Der letzte Romanow beging einen ähnlich gearteten Fehler wie Wladimir Putin heute: hoffnungslose Überschätzung der Kampfkraft der russischen Streitkräfte und der Bereitschaft ihrer Zwangsrekrutierten, für eine Sache zu sterben, die ihnen niemand in einem Satz erklären kann. Nikolaus II . wurde im Juli 1918 mitsamt seiner ganzen Familie im Keller des Ipatiew-Hauses in Jekaterinburg erschossen.

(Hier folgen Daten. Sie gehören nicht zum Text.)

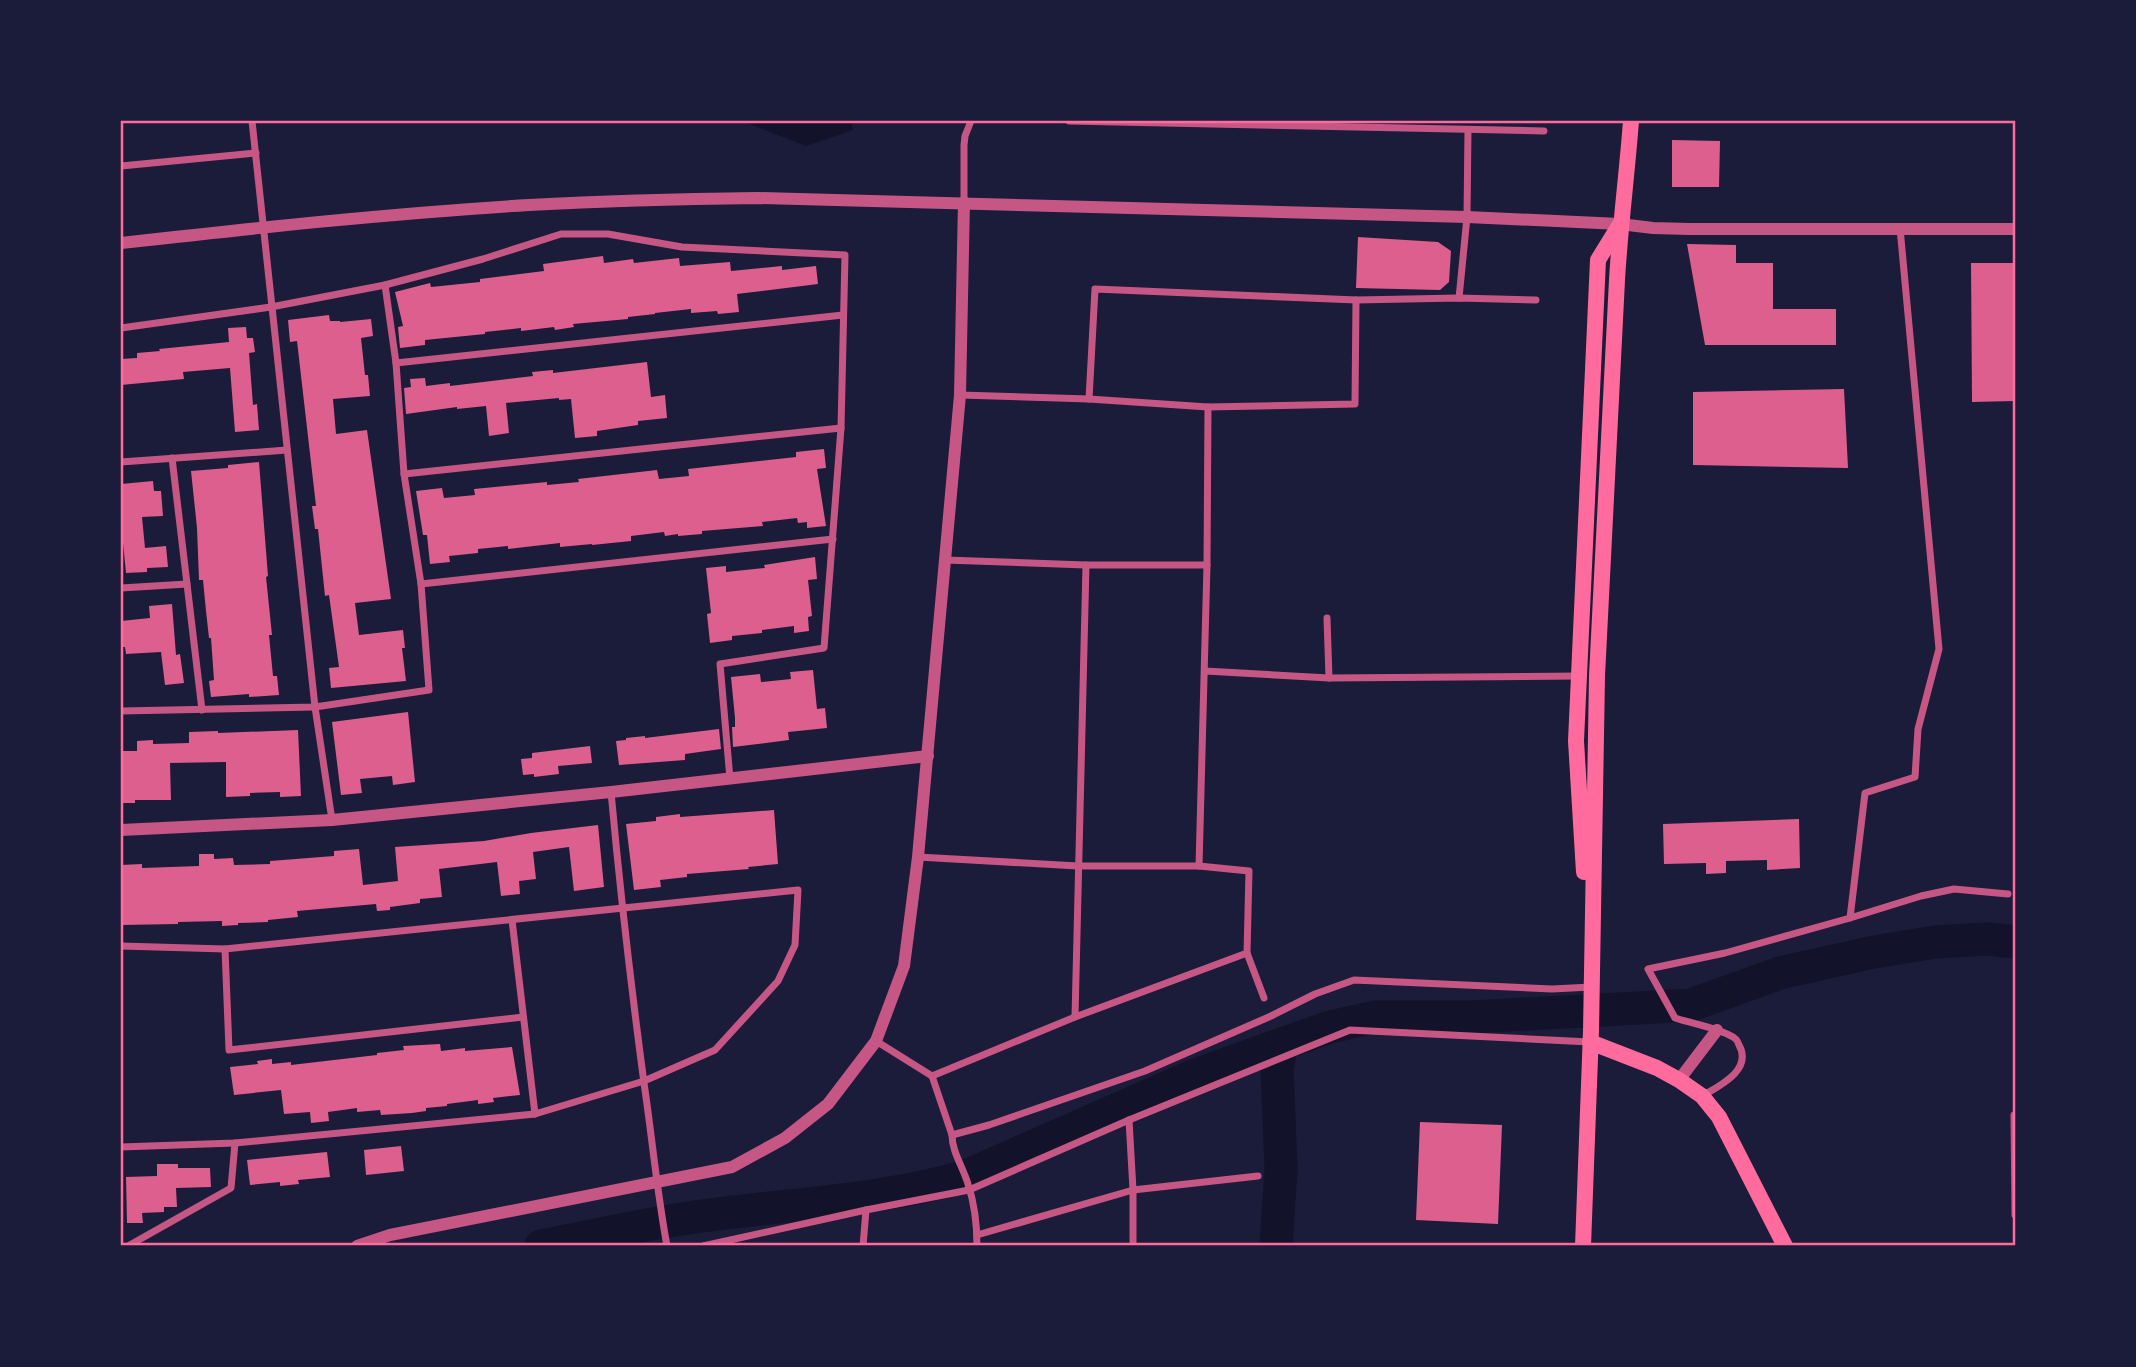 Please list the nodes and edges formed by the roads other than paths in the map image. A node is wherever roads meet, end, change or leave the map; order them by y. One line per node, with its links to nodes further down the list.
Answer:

Ich traue mir die Voraussage zu, dass Wladimir Putin nicht mehr viel Zeit auf dieser Welt verbringen wird. Noch wird der Rubel von den üppigen Finanzreserven Russlands aufgepumpt, aber wenn die westlichen Sanktionen erst einmal richtig greifen, wird die russische Wirtschaft in die Knie gehen, und dann wird das russische Volk sich erheben. Wieder einmal. Oder einer von Putins Generälen wird vorher zur Pistole greifen. Oder einer seiner Ärzte wird dafür sorgen, dass Putin nach einer Operation nicht mehr aufwacht. Oder er stirbt an einem Tumor, gemästet von einem Übermaß an Steroiden.
Dass Putin am Ende sich selbst ein tödliches Gift verabreichen könnte, wäre ein Schlussakt, der Shakespeare alle Ehre machen würde.
Wie sein alter Narr, der König, sagte: Schicksal, schieb das Glücksrad an!